- _GIVEN INFORMATION_
# # # # #

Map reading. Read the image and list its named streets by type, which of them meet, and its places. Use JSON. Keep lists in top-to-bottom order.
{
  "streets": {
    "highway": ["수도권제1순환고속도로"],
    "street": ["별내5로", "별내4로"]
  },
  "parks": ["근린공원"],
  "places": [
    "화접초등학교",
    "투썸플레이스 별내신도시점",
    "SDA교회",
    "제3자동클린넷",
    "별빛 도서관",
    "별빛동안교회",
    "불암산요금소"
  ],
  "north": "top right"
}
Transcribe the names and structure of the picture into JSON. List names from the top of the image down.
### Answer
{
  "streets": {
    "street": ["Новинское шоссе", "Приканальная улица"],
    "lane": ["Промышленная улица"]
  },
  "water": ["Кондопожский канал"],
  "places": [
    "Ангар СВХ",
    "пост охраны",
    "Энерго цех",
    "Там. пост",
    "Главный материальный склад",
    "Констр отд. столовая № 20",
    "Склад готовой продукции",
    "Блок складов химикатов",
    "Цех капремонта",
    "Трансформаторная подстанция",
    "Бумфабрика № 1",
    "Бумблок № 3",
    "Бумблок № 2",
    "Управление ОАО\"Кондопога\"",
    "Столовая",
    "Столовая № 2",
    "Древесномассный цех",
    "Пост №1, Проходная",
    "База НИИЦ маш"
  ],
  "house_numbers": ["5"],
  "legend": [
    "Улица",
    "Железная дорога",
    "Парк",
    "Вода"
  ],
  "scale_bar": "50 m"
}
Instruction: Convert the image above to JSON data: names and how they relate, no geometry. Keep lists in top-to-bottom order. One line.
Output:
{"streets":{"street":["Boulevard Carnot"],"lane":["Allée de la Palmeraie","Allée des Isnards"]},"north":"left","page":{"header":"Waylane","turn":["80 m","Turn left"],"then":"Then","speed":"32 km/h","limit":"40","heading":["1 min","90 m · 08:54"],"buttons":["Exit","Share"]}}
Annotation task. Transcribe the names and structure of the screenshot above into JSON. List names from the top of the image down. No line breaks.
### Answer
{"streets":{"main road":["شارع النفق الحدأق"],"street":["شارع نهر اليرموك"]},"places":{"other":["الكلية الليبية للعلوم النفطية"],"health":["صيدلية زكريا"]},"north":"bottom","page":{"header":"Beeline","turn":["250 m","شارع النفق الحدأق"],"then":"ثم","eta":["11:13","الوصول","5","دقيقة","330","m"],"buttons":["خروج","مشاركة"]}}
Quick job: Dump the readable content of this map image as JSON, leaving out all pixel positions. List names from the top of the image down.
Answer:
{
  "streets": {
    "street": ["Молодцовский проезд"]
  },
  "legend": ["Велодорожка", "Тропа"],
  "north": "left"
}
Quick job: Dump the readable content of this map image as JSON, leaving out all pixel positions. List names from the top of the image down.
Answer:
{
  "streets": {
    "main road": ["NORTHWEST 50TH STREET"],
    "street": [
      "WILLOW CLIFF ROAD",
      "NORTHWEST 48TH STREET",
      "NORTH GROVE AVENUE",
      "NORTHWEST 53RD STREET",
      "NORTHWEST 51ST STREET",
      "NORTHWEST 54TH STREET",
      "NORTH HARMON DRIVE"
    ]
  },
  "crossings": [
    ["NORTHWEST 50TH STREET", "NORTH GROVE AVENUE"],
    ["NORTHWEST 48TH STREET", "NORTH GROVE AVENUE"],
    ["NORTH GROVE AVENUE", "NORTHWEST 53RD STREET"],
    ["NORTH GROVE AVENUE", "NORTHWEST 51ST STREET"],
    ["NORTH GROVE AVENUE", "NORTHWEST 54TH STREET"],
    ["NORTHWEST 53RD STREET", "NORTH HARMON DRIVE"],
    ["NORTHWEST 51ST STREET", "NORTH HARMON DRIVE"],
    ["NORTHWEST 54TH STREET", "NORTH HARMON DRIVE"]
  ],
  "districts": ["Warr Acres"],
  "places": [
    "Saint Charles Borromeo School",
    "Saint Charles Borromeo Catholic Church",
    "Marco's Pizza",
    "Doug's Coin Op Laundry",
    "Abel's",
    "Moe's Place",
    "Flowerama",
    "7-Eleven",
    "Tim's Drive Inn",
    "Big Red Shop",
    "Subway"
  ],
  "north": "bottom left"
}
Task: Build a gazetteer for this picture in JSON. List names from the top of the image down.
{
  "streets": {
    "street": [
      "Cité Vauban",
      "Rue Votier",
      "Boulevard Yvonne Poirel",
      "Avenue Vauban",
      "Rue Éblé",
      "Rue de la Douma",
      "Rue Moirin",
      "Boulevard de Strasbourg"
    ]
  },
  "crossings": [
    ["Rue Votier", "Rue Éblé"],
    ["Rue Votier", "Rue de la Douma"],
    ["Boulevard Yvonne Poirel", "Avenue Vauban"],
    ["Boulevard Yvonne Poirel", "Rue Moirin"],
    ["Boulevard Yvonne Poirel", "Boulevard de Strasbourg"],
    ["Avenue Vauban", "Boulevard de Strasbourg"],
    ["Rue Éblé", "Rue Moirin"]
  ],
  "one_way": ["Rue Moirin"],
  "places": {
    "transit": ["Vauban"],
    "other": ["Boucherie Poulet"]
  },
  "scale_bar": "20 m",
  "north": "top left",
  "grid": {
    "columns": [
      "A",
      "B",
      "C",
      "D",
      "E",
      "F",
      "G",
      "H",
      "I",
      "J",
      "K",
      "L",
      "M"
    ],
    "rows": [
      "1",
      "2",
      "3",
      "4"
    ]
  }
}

# # # # #

- _DIRECTIONS_
Your response must contain all of the records, copied exactly.

- _RESPONSE FOR THIS EXERCISE_
Map reading. Read the image and list its named streets by type, which of them meet, and its places. Use JSON. Keep lists in top-to-bottom order.
{
  "streets": {
    "highway": ["수도권제1순환고속도로"],
    "street": ["별내5로", "별내4로"]
  },
  "parks": ["근린공원"],
  "places": [
    "화접초등학교",
    "투썸플레이스 별내신도시점",
    "SDA교회",
    "제3자동클린넷",
    "별빛 도서관",
    "별빛동안교회",
    "불암산요금소"
  ],
  "north": "top right"
}
Transcribe the names and structure of the picture into JSON. List names from the top of the image down.
### Answer
{
  "streets": {
    "street": ["Новинское шоссе", "Приканальная улица"],
    "lane": ["Промышленная улица"]
  },
  "water": ["Кондопожский канал"],
  "places": [
    "Ангар СВХ",
    "пост охраны",
    "Энерго цех",
    "Там. пост",
    "Главный материальный склад",
    "Констр отд. столовая № 20",
    "Склад готовой продукции",
    "Блок складов химикатов",
    "Цех капремонта",
    "Трансформаторная подстанция",
    "Бумфабрика № 1",
    "Бумблок № 3",
    "Бумблок № 2",
    "Управление ОАО\"Кондопога\"",
    "Столовая",
    "Столовая № 2",
    "Древесномассный цех",
    "Пост №1, Проходная",
    "База НИИЦ маш"
  ],
  "house_numbers": ["5"],
  "legend": [
    "Улица",
    "Железная дорога",
    "Парк",
    "Вода"
  ],
  "scale_bar": "50 m"
}
Instruction: Convert the image above to JSON data: names and how they relate, no geometry. Keep lists in top-to-bottom order. One line.
Output:
{"streets":{"street":["Boulevard Carnot"],"lane":["Allée de la Palmeraie","Allée des Isnards"]},"north":"left","page":{"header":"Waylane","turn":["80 m","Turn left"],"then":"Then","speed":"32 km/h","limit":"40","heading":["1 min","90 m · 08:54"],"buttons":["Exit","Share"]}}
Annotation task. Transcribe the names and structure of the screenshot above into JSON. List names from the top of the image down. No line breaks.
### Answer
{"streets":{"main road":["شارع النفق الحدأق"],"street":["شارع نهر اليرموك"]},"places":{"other":["الكلية الليبية للعلوم النفطية"],"health":["صيدلية زكريا"]},"north":"bottom","page":{"header":"Beeline","turn":["250 m","شارع النفق الحدأق"],"then":"ثم","eta":["11:13","الوصول","5","دقيقة","330","m"],"buttons":["خروج","مشاركة"]}}
Quick job: Dump the readable content of this map image as JSON, leaving out all pixel positions. List names from the top of the image down.
Answer:
{
  "streets": {
    "street": ["Молодцовский проезд"]
  },
  "legend": ["Велодорожка", "Тропа"],
  "north": "left"
}
Quick job: Dump the readable content of this map image as JSON, leaving out all pixel positions. List names from the top of the image down.
Answer:
{
  "streets": {
    "main road": ["NORTHWEST 50TH STREET"],
    "street": [
      "WILLOW CLIFF ROAD",
      "NORTHWEST 48TH STREET",
      "NORTH GROVE AVENUE",
      "NORTHWEST 53RD STREET",
      "NORTHWEST 51ST STREET",
      "NORTHWEST 54TH STREET",
      "NORTH HARMON DRIVE"
    ]
  },
  "crossings": [
    ["NORTHWEST 50TH STREET", "NORTH GROVE AVENUE"],
    ["NORTHWEST 48TH STREET", "NORTH GROVE AVENUE"],
    ["NORTH GROVE AVENUE", "NORTHWEST 53RD STREET"],
    ["NORTH GROVE AVENUE", "NORTHWEST 51ST STREET"],
    ["NORTH GROVE AVENUE", "NORTHWEST 54TH STREET"],
    ["NORTHWEST 53RD STREET", "NORTH HARMON DRIVE"],
    ["NORTHWEST 51ST STREET", "NORTH HARMON DRIVE"],
    ["NORTHWEST 54TH STREET", "NORTH HARMON DRIVE"]
  ],
  "districts": ["Warr Acres"],
  "places": [
    "Saint Charles Borromeo School",
    "Saint Charles Borromeo Catholic Church",
    "Marco's Pizza",
    "Doug's Coin Op Laundry",
    "Abel's",
    "Moe's Place",
    "Flowerama",
    "7-Eleven",
    "Tim's Drive Inn",
    "Big Red Shop",
    "Subway"
  ],
  "north": "bottom left"
}
Task: Build a gazetteer for this picture in JSON. List names from the top of the image down.
{
  "streets": {
    "street": [
      "Cité Vauban",
      "Rue Votier",
      "Boulevard Yvonne Poirel",
      "Avenue Vauban",
      "Rue Éblé",
      "Rue de la Douma",
      "Rue Moirin",
      "Boulevard de Strasbourg"
    ]
  },
  "crossings": [
    ["Rue Votier", "Rue Éblé"],
    ["Rue Votier", "Rue de la Douma"],
    ["Boulevard Yvonne Poirel", "Avenue Vauban"],
    ["Boulevard Yvonne Poirel", "Rue Moirin"],
    ["Boulevard Yvonne Poirel", "Boulevard de Strasbourg"],
    ["Avenue Vauban", "Boulevard de Strasbourg"],
    ["Rue Éblé", "Rue Moirin"]
  ],
  "one_way": ["Rue Moirin"],
  "places": {
    "transit": ["Vauban"],
    "other": ["Boucherie Poulet"]
  },
  "scale_bar": "20 m",
  "north": "top left",
  "grid": {
    "columns": [
      "A",
      "B",
      "C",
      "D",
      "E",
      "F",
      "G",
      "H",
      "I",
      "J",
      "K",
      "L",
      "M"
    ],
    "rows": [
      "1",
      "2",
      "3",
      "4"
    ]
  }
}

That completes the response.